Je me mets en colère contre ce que j’aime, à force de ne pas obtenir ce que je veux et parfois même ce qu’on me promet. Un jour, ma mère me promet vingt sous si j’arrive premier en thème grec, et bientôt j’arrive premier. Mais au lieu des vingt sous, elle lance : « demain je te ferai une bonne pachade » (162). Moi j’aime bien la pachade, cette crêpe épaisse et croustillante faite de blé et d’œufs, si auvergnate, mais enfin là, qui parle de pachade ? Et il faudra que j’insiste, que je résiste au chantage, pour recevoir ces vingt sous dont je n’ai presque plus envie à la fin, pas plus que de pachade. Ma mère ne m’a pas physiquement dégoûté de la pachade, mais une sorte de dégoût moral, profond, irritant, honteux, me taraude à la pensée du plat.

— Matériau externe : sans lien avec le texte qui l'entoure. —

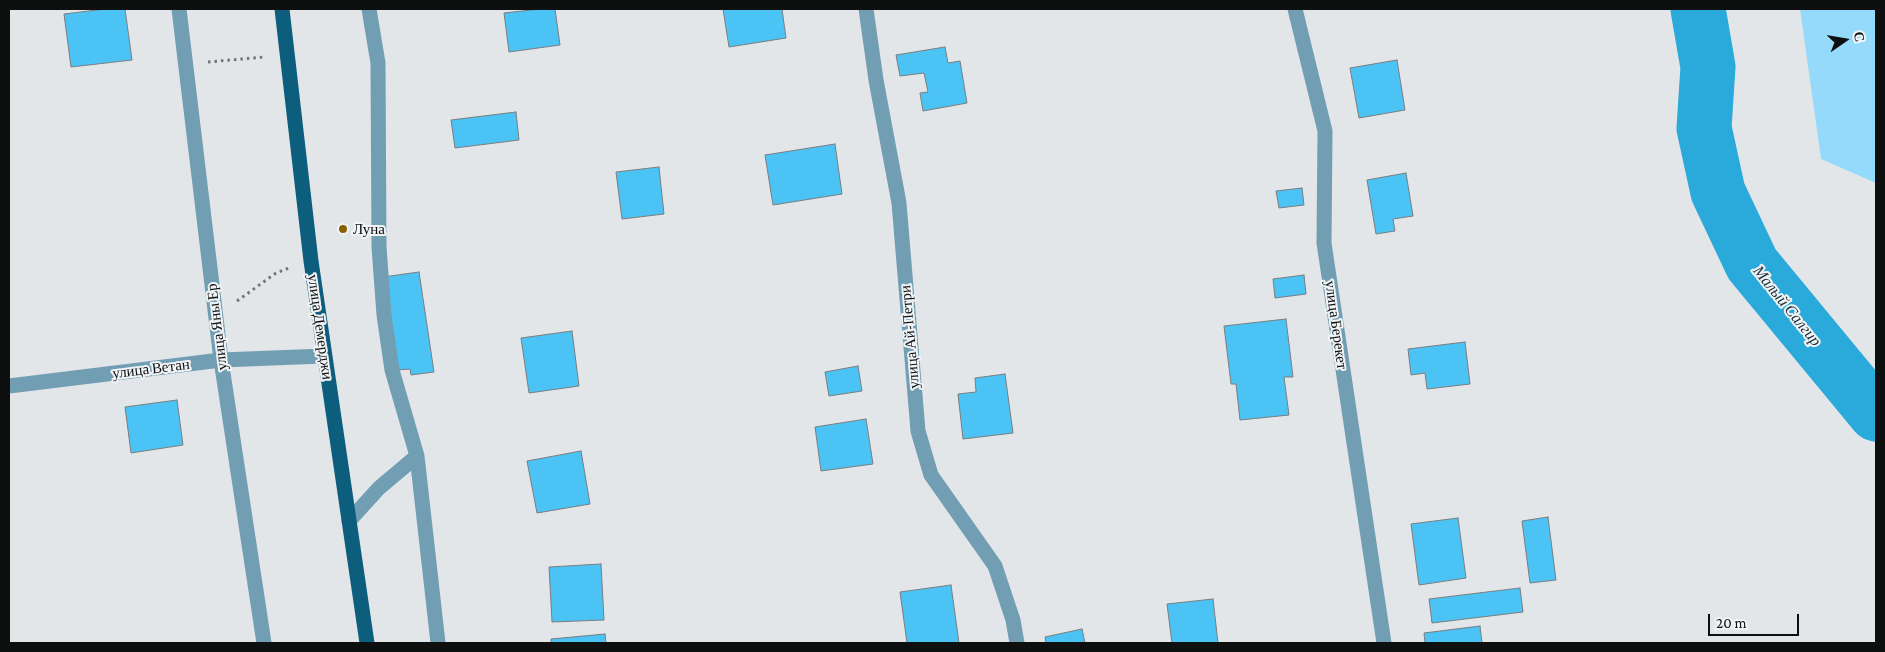 <!DOCTYPE html>
<html>
<head>
<meta charset="utf-8">
<style>
	body { margin:0 }
	#map { position:relative; width:1885px; height:652px; overflow:hidden; background:#e3e6e8; font-family:"Crimson Pro",serif }
	canvas { display:block }
	.frame { position:absolute; inset:0; border:10px solid #0e1010; pointer-events:none }
	.north { position:absolute; left:1820px; top:15px; width:50px; height:50px; -webkit-text-stroke:4px #f0f4f6; paint-order:stroke; rotate:77deg; font-size:14px; font-weight:700; line-height:20px; text-align:center; color:#0e1010 }
	.north::after { content:''; display:block; margin:auto; width:18px; height:22px; background:#0e1010; clip-path:polygon(50% 0,100% 100%,50% 72%,0 100%) }
	.scale { position:absolute; left:1708px; top:614px; width:91px; height:22px; box-sizing:border-box; border:2px solid #0e1010; border-top:0; padding-left:6px; font-size:15px; line-height:18px; white-space:nowrap; color:#0e1010; -webkit-text-stroke:4px #f0f4f6; paint-order:stroke }
</style>
</head>
<body>
<div id="map">
<canvas width="1885" height="652"></canvas>
<div class="frame"></div>
<div class="north">С</div>
<div class="scale">20 m</div>
</div>
<script>
const g = document.querySelector('canvas').getContext('2d');
g.lineJoin = 'round';
function fill(path, color) {
  g.fillStyle = color;
  g.fill(path, 'evenodd');
}
function shape(rows) {
  const path = new Path2D();
  for (const r of rows) {
    path.moveTo(r[0], r[1]);
    for (let i = 2; i < r.length; i += 2) path.lineTo(r[i], r[i + 1]);
  }
  return path;
}
function strokePath(path, color, width, dash) {
  g.strokeStyle = color;
  g.lineWidth = width;
  g.lineCap = dash ? 'butt' : 'round';
  g.setLineDash(dash || []);
  g.stroke(path);
}
function label(font, color, halo, rows, align = 'center') {
  g.font = font + ' "Crimson Pro",serif';
  g.lineWidth = 4;
  g.setLineDash([]);
  g.textBaseline = 'middle';
  g.strokeStyle = halo;
  g.fillStyle = color;
  for (const [text, x, y, turn = 0] of rows) {
    g.save();
    g.translate(x, y);
    g.rotate((+turn || 0) * Math.PI / 180);
    g.textAlign = isNaN(turn) ? turn : align;
    if (halo) g.strokeText(text, 0, 0);
    g.fillText(text, 0, 0);
    g.restore();
  }
}
fill(shape([
	[1800,9,1876,9,1876,183,1821,159]
]), '#96dafb');
strokePath(shape([
	[1698,9,1708,67,1704,128,1718,192,1752,264,1876,414]
]), '#2aa9db', 55);
const building = shape([
	[105,9,125,9,132,60,71,67,64,14,105,9],
	[540,9,555,9,560,45,509,52,504,13,540,9],
	[723,9,782,9,786,38,729,47,723,9],
	[945,47,948,63,960,61,967,103,923,111,920,93,928,92,924,73,900,76,896,55,945,47],
	[1397,60,1405,110,1359,118,1350,68,1397,60],
	[516,112,519,140,455,148,451,120,516,112],
	[835,144,842,194,773,205,765,155,835,144],
	[659,167,664,214,622,219,616,172,659,167],
	[1406,173,1413,216,1393,219,1395,231,1376,234,1367,180,1406,173],
	[1302,188,1304,205,1279,208,1276,191,1302,188],
	[419,272,434,372,411,375,410,369,397,370,383,277,419,272],
	[1304,275,1306,294,1275,298,1273,279,1304,275],
	[1286,319,1293,377,1284,377,1289,415,1240,420,1236,384,1231,384,1224,326,1286,319],
	[572,331,579,386,529,393,521,338,572,331],
	[1465,342,1470,384,1427,389,1425,373,1411,375,1408,349,1465,342],
	[858,366,862,391,829,396,825,372,858,366],
	[1005,374,1013,433,963,439,958,394,976,392,975,378,1005,374],
	[177,400,183,445,131,453,125,407,177,400],
	[866,419,873,464,821,471,815,427,866,419],
	[581,451,590,504,537,513,527,461,581,451],
	[1548,517,1556,580,1530,583,1522,521,1548,517],
	[1458,518,1466,578,1419,585,1411,524,1458,518],
	[601,564,604,620,552,622,549,567,601,564],
	[951,585,959,643,907,643,900,592,951,585],
	[1520,588,1523,612,1432,623,1429,599,1520,588],
	[1213,599,1218,643,1172,643,1167,604,1213,599],
	[1480,626,1482,643,1425,643,1424,633,1480,626],
	[1082,629,1085,643,1046,643,1045,637,1082,629],
	[605,634,606,643,551,643,551,639,605,634]
]);
fill(building, '#4cc3f5');
strokePath(building, '#7a7d7f', 1);
strokePath(shape([
	[208,62,264,57],
	[237,301,276,273,289,268]
]), '#727576', 3, [2.5, 4]);
strokePath(shape([
	[179,9,221,360,264,643],
	[369,9,378,63,379,247,384,315,392,370,417,456,438,643],
	[866,9,876,80,899,203,918,431,931,475,995,566,1013,620,1017,643],
	[1295,9,1325,131,1324,243,1384,643],
	[9,386,221,360,324,356],
	[349,521,379,488,417,456]
]), '#729eb4', 15);
strokePath(shape([
	[282,9,311,261,367,643]
]), '#0d5e7d', 15);
for (const [x, y, r, color] of [
	[343,229,5,"#896000"]
]) {
  const dot = new Path2D();
  dot.arc(x, y, r, 0, 2 * Math.PI);
  g.fillStyle = color;
  g.fill(dot);
  strokePath(dot, '#f0f4f6', 2);
}
label('15px', '#0e1010', '#f0f4f6', [
	["Луна",353,229]
], 'left');
label('15px', '#0e1010', '#f0f4f6', [
	["улица Берекет",1336,325,82],
	["улица Яны Ер",217,327,-97],
	["улица Демерджи",320,327,82],
	["улица Ай-Петри",910,337,-95],
	["улица Ветан",151,369,-7]
]);
label('italic 16px', '#1a2e38', '#f0f4f6', [
	["Малый Салгир",1787,306,51]
]);
</script>
</body>
</html>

Je l’écoute tordre les idées, me faire croire et faire croire à la bonne Jeanneton qu’un cafard dans le cidre, c’est bon signe, que le cidre frais est mauvais pour les femmes faibles. Oh je sens que bientôt ça ne prendra plus du tout, qu’elle ne me fera pas prendre goût à l’aigre et au moisi ni à ce qu’elle fait à la Jeanneton. Et c’est ironiquement que je pense très fort : « si jamais j’ai les poumons faibles, je prendrai du cidre comme celui-là » (274). Et moi « qui ne voulais pas manger de fromage parce qu’il y avait des vers, et qui aimais mieux qu’il n’y eût pas de mouches dans l’huile ! »

Je sens que bientôt, ça ne prendra plus. Je me sens moins coupable, et davantage honteux du comportement de mon monde, de ma mère. Je repense à cette table d’hôtes à Tours, à ce magnifique repas où l’on mettait les coudes sur la table, au plus loin des tracasseries maternelles, et ma mère qui me crie « mange de tout ! » parce qu’elle obtenu la confirmation, demandée à haute voix, que le repas ne coûtait que deux francs par tête. Elle m’accapare, elle veut que je boive dans son verre, elle me crie l’emplacement des cabinets (257). Plus tard à Paris, je ferai semblant d’aimer le gras parce que ma mère, dans le restaurant où je l’ai conduite, menace de renvoyer en cuisine sa côtelette et qu’elle s’est déjà trop, bien trop ridiculisée auprès de la salle entière : je dissimulerai le gras dans mon gousset, dans la poche de derrière.

J’ai été « travaillé » par ma mère, mais quoi ! Il ne m’est pas « poussé des oignons dans l’estomac ni de la laine de mouton sur le dos — après tant de gigots pourtant ! » (216).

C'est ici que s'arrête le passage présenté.